Questions accelerate the transfer into practice

Questions are a fundamental tool for training and moderation. In their book "The Question Collection", Axel Rachow and Amelie Funcke present the most effective questions and combinations for typical practical situations.
You can use questions to pick people up, break the ice, establish a good rapport, get into the topic elegantly, steer group dynamics, encourage attention, ask for assessments, give responsibility back to the group, clarify unspoken issues, initiate a change of perspective, guide learning processes and much, much more.
In their book "The Question Collection", the two communication professionals Axel Rachow and Amelie Funcke explain the most effective questions and combinations for typical practical situations: Where does your favorite question belong?
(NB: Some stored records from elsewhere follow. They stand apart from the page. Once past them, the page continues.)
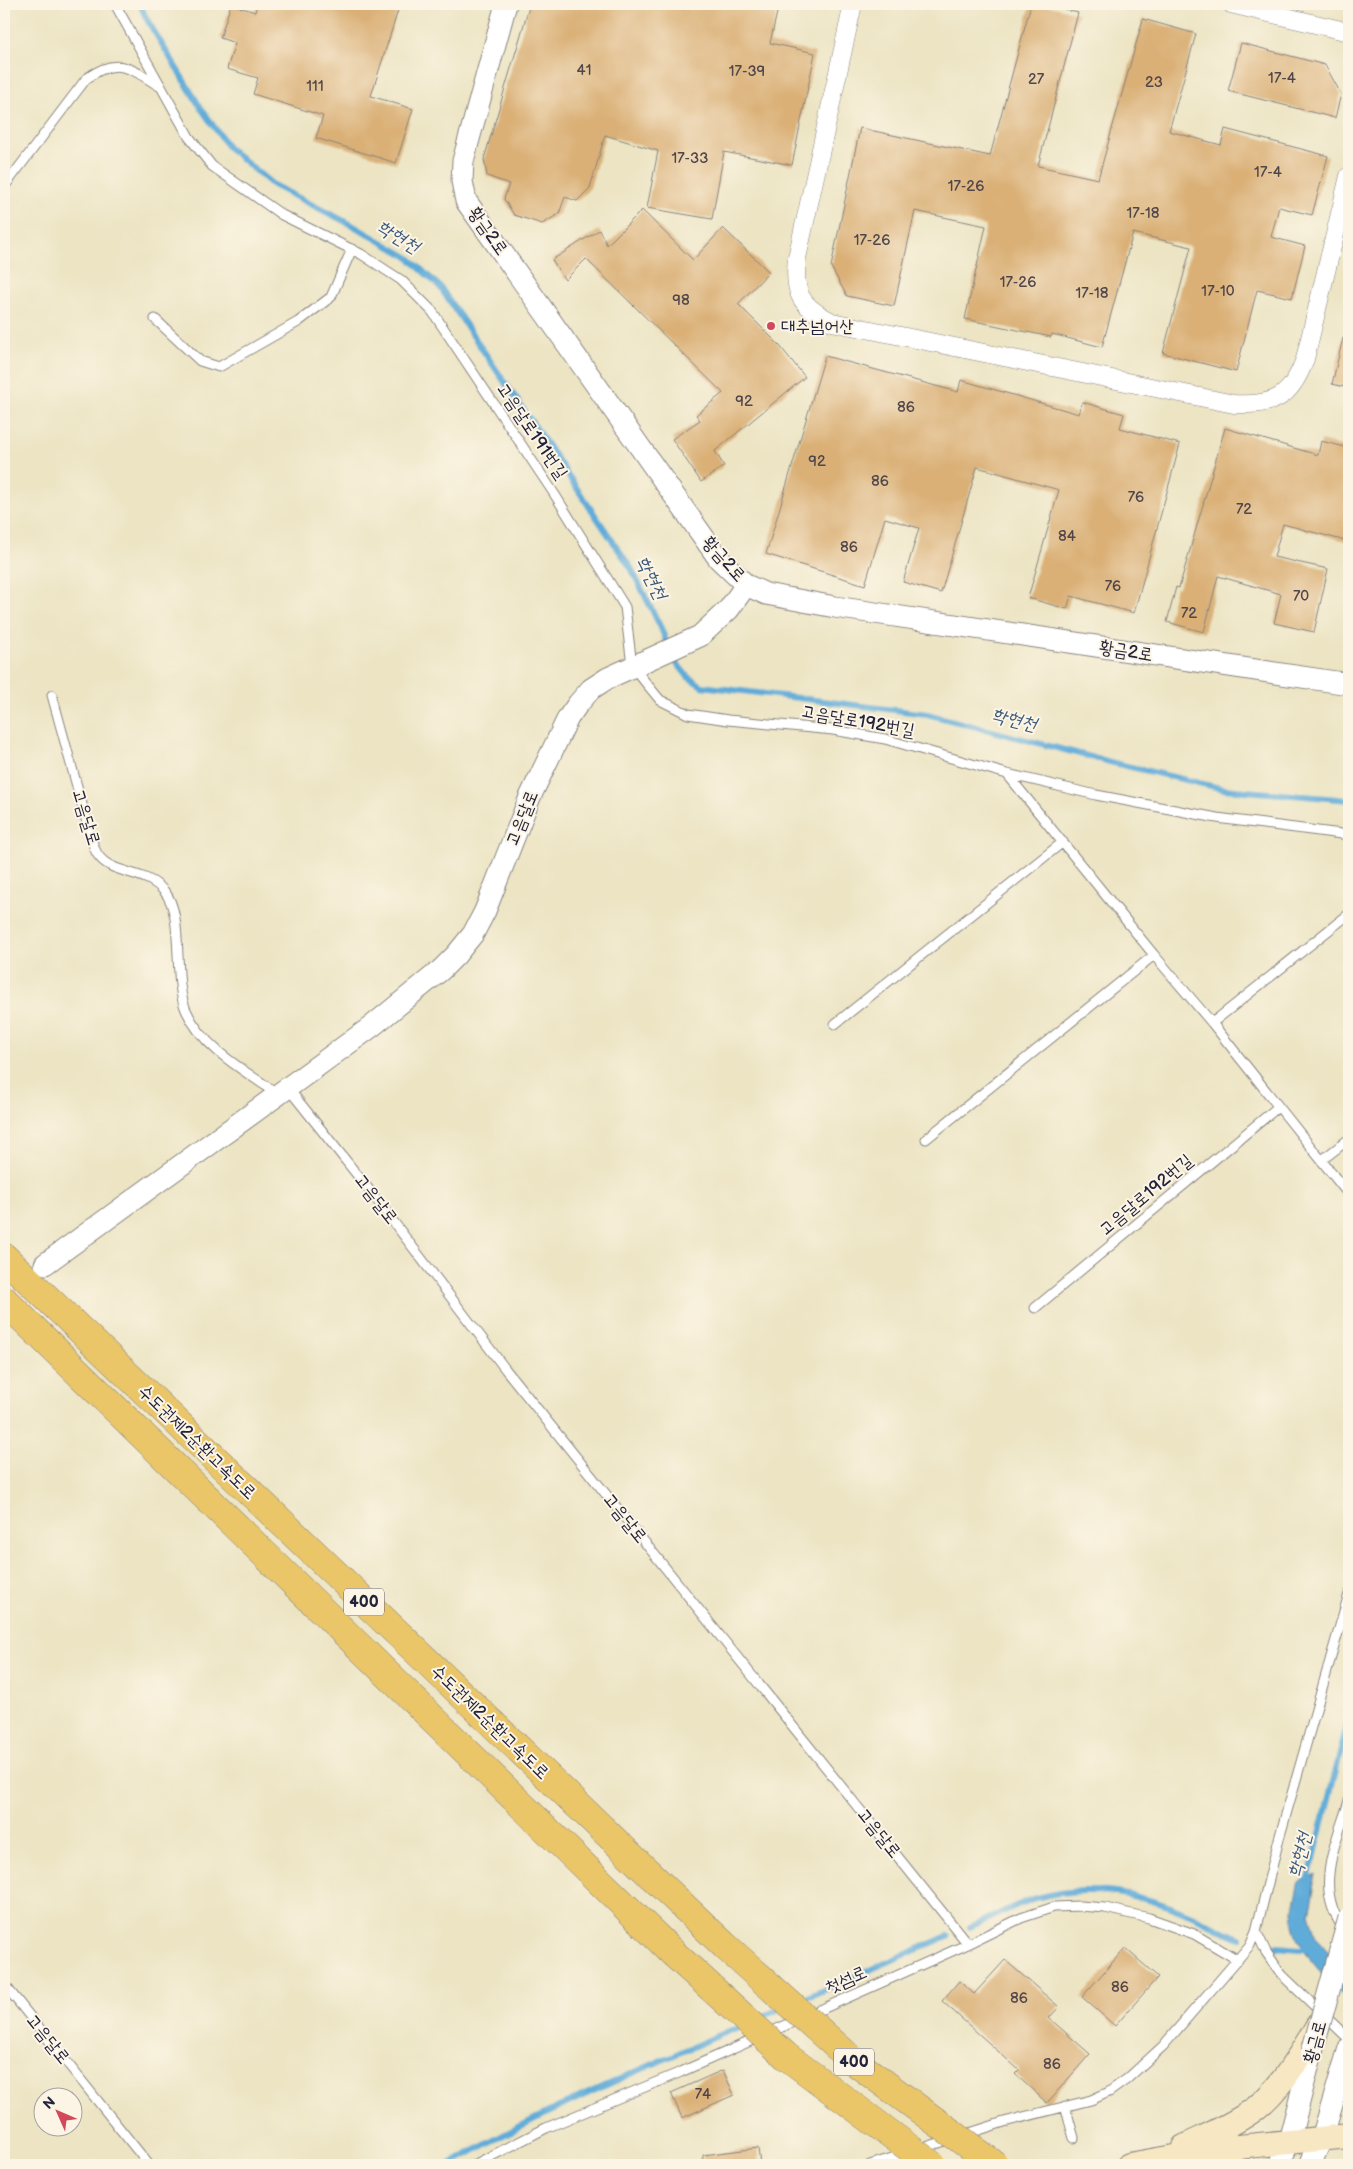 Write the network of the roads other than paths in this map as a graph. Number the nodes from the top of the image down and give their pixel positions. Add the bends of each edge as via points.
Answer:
1 (114, 4) edge
2 (506, 4) edge
3 (853, 4) edge
4 (1231, 4) edge
5 (1349, 32) edge
6 (161, 88) junction
7 (1349, 176) edge
8 (4, 187) edge
9 (352, 249) junction
10 (156, 319) dead end
11 (746, 585) junction
12 (640, 662) junction
13 (1349, 684) edge
14 (52, 695) dead end
15 (1007, 774) junction
16 (1349, 835) edge
17 (1063, 842) junction
18 (1349, 914) edge
19 (1154, 955) junction
20 (1212, 1023) junction
21 (835, 1024) dead end
22 (283, 1091) junction
23 (1278, 1107) junction
24 (926, 1139) dead end
25 (1349, 1139) edge
26 (1322, 1160) junction
27 (1349, 1195) edge
28 (4, 1257) edge
29 (45, 1264) dead end
30 (4, 1300) edge
31 (1035, 1308) dead end
32 (1349, 1594) edge
33 (1349, 1801) edge
34 (1349, 1918) edge
35 (1256, 1931) junction
36 (1349, 1935) edge
37 (968, 1944) junction
38 (1238, 1960) junction
39 (4, 1984) edge
40 (1320, 2022) joint
41 (1349, 2039) edge
42 (1349, 2048) edge
43 (1305, 2056) junction
44 (1065, 2106) junction
45 (1349, 2136) edge
46 (1074, 2138) dead end
47 (1322, 2138) junction
48 (1289, 2141) junction
49 (1160, 2159) junction
50 (150, 2165) edge
51 (474, 2165) edge
52 (870, 2165) edge
53 (932, 2165) edge
54 (995, 2165) edge
55 (1129, 2165) edge
56 (1279, 2165) edge
57 (1310, 2165) edge

1 - 6 lane, 고음달로191번길
2 - 11 street, 황금2로 via 463,161 466,201 719,559
3 - 7 street via 795,277 797,292 804,304 832,322 1234,404 1254,405 1273,401 1298,378 1306,359
4 - 5 street
6 - 8 lane via 133,70 117,65 101,68 86,79
6 - 9 lane, 고음달로191번길 via 189,137 212,166 282,215
9 - 10 lane via 332,297 298,322 219,367 200,360
9 - 12 lane, 고음달로191번길 via 401,280 432,311 555,495 625,607
11 - 12 street, 고음달로 via 729,609 700,636
11 - 13 street, 황금2로 via 766,594 835,607
12 - 15 lane, 고음달로192번길 via 660,700 688,714 884,739
12 - 22 street, 고음달로 via 590,689 568,718 530,797 485,911 456,956 385,1016
14 - 22 lane, 고음달로 via 98,856 107,864 151,879 165,892 172,906 180,991 195,1026 228,1060
15 - 16 lane, 고음달로192번길 via 1217,818
15 - 17 lane
17 - 19 lane
17 - 21 lane
18 - 20 lane
19 - 20 lane
19 - 24 lane
20 - 23 lane
22 - 29 street, 고음달로
22 - 37 lane, 고음달로 via 370,1191 506,1370
23 - 26 lane
23 - 31 lane, 고음달로192번길
25 - 26 lane
26 - 27 lane
28 - 54 highway, 수도권제2순환고속도로 / 400, bridge via 725,1946 851,2060
30 - 53 highway, 수도권제2순환고속도로 / 400, bridge via 673,1953 786,2056
32 - 35 lane via 1279,1838
33 - 36 lane via 1328,1878 1332,1908
34 - 40 street, 황금로, bridge
35 - 38 lane
35 - 41 lane via 1282,1974
37 - 38 lane, 첫섬로 via 1021,1918 1054,1907 1080,1906 1106,1908 1158,1921 1194,1934
37 - 51 lane, 첫섬로 via 681,2072 546,2128
38 - 44 lane via 1164,2046 1127,2079 1091,2100
39 - 50 lane, 고음달로
40 - 43 main road, bridge
42 - 47 street, 황금로
43 - 48 street, 황금로
43 - 49 main road via 1247,2115
44 - 46 lane
44 - 52 lane
45 - 47 main road
47 - 48 main road
47 - 57 street, 황금로
48 - 49 main road
48 - 56 street, 황금로
49 - 55 main road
What is its special charm? Where is its limit? How do you deal with the answers to the question?

An example from the book "The Question Collection"

  • "What differences and similarities do you see between this exercise and the practice?"

Where does the question belong?

  • If an exercise, cooperation game or simulation has just taken place and you want to evaluate it
  • At the end of a moderation or seminar for which a completely different setting was chosen than is usual in the organization

This is what the question wants

  • Find differences and similarities, trigger ideas, encourage creativity
  • Lead to the gain of knowledge
  • Initiate the practical transfer between the action and "real life" in the organization
  • Give a (fun) exercise a serious look afterwards

The charm of this question

  • It implies eye level and appreciation. It is not the trainer who shares his observations with the group and gives feedback, but the group itself comes up with its own interpretations.
  • By asking about the differences, these are also acknowledged at the same time. This picks up the skeptics, it integrates them. As soon as the differences are on the table, these
  • people find it easier to open up to the similarities.
  • The question is open and stimulating and allows a wide variety of approaches, ways of thinking and preferences when working on it: the creative thinkers, the philosophically inclined, the analysts, the precise observers - they all get on.
    It is clear and unambiguous and therefore ideal for parallel small group work.

Tips for dealing with the answers

Whether in small groups or in plenary sessions, the differences and similarities should always be collected and visualized to ensure that the findings can be transferred into practice or referred to in the further course of the training.